Waste Management (NYSE: WM) announced financial results for the second quarter of 2015 on Thursday. The aptly named provider of waste management services delivered revenue and earnings that topped Wall Street's forecasts, driving shares more than 2% higher as I write this at 12:50 p.m.
Revenue declined 6.9% year over year to $3.32 billion, but came in ahead of the $3.29 billion analysts were projecting. Most of the decline was related to businesses that Waste Management sold during the last year, but lower recycling and fuel charge revenue also added to the drop.
Overall volume declined 1.3% in the second quarter, as the company maintained a strict focus on more profitable business. This discipline was also apparent in the 4.1% improvement in core pricing relative to the year ago period. And management expects volumes to strengthen through the rest of 2015 and into 2016.
Operating expenses as a percent of revenue were 63.6%, as compared to 64.2% in the second quarter of 2014. Lower fuel and subcontractor costs, commodity rebates, and continued route optimization drove the 60 basis point improvement. Combined with reduced interest expenses and a lower effective tax rate, this contributed to a 13% rise in net income. And share buy backs helped adjusted earnings per share increase an even higher 15% to $0.67. That figure surpassed the $0.63 in EPS Wall Street was expecting.
Cash generation and capital return program
A reduction in cash taxes also helped drive a 47% increase in cash provided by operating activities -- which totaled $816 million in the second quarter -- and a 73% jump in free cash flow to $579 million.
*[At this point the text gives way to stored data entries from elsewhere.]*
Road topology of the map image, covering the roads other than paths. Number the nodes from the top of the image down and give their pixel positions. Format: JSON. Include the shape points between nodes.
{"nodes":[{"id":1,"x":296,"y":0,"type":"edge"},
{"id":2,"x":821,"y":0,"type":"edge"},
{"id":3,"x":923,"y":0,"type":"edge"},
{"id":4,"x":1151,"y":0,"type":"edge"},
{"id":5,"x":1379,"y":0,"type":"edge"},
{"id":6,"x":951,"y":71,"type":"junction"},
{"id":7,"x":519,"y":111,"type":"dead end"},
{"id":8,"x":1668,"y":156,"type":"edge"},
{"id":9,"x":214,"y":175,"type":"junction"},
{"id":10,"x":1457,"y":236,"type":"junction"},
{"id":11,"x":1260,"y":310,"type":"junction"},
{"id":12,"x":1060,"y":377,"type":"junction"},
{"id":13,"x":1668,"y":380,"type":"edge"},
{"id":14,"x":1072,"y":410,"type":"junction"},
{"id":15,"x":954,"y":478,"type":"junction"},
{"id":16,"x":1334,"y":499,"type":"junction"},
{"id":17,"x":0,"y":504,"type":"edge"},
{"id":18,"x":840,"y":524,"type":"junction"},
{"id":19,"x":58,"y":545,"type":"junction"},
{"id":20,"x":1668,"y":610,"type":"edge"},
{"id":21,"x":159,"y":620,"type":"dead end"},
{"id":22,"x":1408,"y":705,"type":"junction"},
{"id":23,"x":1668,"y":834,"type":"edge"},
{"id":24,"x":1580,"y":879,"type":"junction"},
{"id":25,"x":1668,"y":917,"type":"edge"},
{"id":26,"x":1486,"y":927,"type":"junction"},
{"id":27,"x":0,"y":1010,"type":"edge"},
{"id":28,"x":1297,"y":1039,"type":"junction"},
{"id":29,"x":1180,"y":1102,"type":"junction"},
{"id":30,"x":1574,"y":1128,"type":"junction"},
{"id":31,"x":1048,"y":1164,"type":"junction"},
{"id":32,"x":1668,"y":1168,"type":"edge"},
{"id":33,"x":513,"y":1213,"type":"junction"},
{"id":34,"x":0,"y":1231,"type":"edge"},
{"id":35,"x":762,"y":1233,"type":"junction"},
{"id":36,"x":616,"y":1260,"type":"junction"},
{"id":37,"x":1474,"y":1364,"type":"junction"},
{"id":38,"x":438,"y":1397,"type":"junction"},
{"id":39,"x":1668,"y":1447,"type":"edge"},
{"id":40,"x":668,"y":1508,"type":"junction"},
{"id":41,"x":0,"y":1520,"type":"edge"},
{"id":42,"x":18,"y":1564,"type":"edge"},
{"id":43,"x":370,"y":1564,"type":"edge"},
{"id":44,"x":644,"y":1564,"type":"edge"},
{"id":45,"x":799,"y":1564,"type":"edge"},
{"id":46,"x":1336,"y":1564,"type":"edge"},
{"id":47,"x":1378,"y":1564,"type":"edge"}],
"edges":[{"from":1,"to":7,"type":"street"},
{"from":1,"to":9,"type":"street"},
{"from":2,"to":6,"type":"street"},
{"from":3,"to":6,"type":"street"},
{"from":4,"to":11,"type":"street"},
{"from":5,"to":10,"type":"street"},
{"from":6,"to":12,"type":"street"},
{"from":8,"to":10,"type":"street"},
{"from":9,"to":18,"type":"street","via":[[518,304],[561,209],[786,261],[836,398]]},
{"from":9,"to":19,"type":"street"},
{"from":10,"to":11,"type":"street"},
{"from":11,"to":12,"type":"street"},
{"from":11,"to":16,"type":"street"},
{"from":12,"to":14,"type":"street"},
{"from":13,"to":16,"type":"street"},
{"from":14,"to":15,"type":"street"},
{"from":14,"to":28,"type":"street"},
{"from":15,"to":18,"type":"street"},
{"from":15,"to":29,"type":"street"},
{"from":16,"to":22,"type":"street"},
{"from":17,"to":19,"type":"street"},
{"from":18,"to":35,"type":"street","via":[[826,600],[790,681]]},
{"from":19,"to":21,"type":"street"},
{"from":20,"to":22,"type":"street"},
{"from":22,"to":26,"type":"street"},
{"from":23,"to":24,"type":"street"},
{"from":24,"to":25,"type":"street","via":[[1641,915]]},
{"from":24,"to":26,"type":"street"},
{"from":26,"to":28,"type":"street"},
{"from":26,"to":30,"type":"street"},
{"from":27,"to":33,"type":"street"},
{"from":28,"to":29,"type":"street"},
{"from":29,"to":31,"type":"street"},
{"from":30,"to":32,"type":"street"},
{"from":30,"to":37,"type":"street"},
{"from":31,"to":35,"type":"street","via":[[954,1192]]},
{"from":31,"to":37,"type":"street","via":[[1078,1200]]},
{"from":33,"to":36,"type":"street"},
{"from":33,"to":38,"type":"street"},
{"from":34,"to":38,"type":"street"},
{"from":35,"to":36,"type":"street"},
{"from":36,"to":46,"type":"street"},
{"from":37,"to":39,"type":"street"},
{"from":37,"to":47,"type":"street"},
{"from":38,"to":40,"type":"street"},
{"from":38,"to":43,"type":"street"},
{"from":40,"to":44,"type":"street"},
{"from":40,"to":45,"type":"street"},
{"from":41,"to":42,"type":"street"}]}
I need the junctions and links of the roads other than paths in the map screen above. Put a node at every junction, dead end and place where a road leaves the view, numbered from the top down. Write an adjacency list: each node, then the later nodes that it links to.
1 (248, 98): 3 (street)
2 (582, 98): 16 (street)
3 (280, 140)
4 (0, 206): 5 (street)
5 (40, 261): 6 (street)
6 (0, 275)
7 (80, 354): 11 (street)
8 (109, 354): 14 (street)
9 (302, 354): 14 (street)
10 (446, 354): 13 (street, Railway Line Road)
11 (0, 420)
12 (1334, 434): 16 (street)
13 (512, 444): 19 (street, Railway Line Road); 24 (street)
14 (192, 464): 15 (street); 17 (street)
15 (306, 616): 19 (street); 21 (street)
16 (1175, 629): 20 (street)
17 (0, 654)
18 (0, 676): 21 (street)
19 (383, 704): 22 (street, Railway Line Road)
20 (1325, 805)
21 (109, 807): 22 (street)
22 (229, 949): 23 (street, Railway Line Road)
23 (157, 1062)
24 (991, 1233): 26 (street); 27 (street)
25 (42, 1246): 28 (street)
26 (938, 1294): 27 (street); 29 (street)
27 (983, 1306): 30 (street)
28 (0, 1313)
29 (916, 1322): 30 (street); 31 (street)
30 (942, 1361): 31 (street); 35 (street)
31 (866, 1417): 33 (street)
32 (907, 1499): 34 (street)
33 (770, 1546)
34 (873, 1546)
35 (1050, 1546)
That strong cash generation allowed Waste Management to return $475 million to shareholders during the quarter, including $300 million in share repurchases and $175 million in dividends.
Looking ahead, management anticipates an additional $300 million of share repurchases in the third quarter. The company also plans to use its excess cash to make acquisitions in its solid waste business, and expects to reach agreements in the second half of 2015 to acquire an additional $50 million-$75 million of operating EBITDA.
Management now expects full year adjusted earnings per share to be at the high end of its previously announced guidance of between $2.48-$2.55. The company also expects to achieve the upper end of its full year free cash flow guidance of between $1.4 billion-$1.5 billion.
"We are pleased with the strong results through the first half of 2015," said CEO David Steiner in a press release. "Combining the first half results with our outlook for continued price and cost control discipline and improving volumes, we are confident that the momentum we saw in the first half of the year will continue in the second half of the year."
Waste Management remains a wide-moat cash flow machine. The trash collector has struggled to increase revenue in recent years, but its vast network of landfills and recycling centers provides it with a nearly insurmountable competitive advantage that helps to insulate its cash flow.
In addition, collection volumes finally appear to be stabilizing, which, when combined with the likelihood of additional price increases and improving margins, should help to renew revenue and profit growth in the coming quarters.
As such, investors are likely to be rewarded with a steadily rising dividend stream -- as well as the possibility of buyback-supported share price appreciation -- in the years ahead.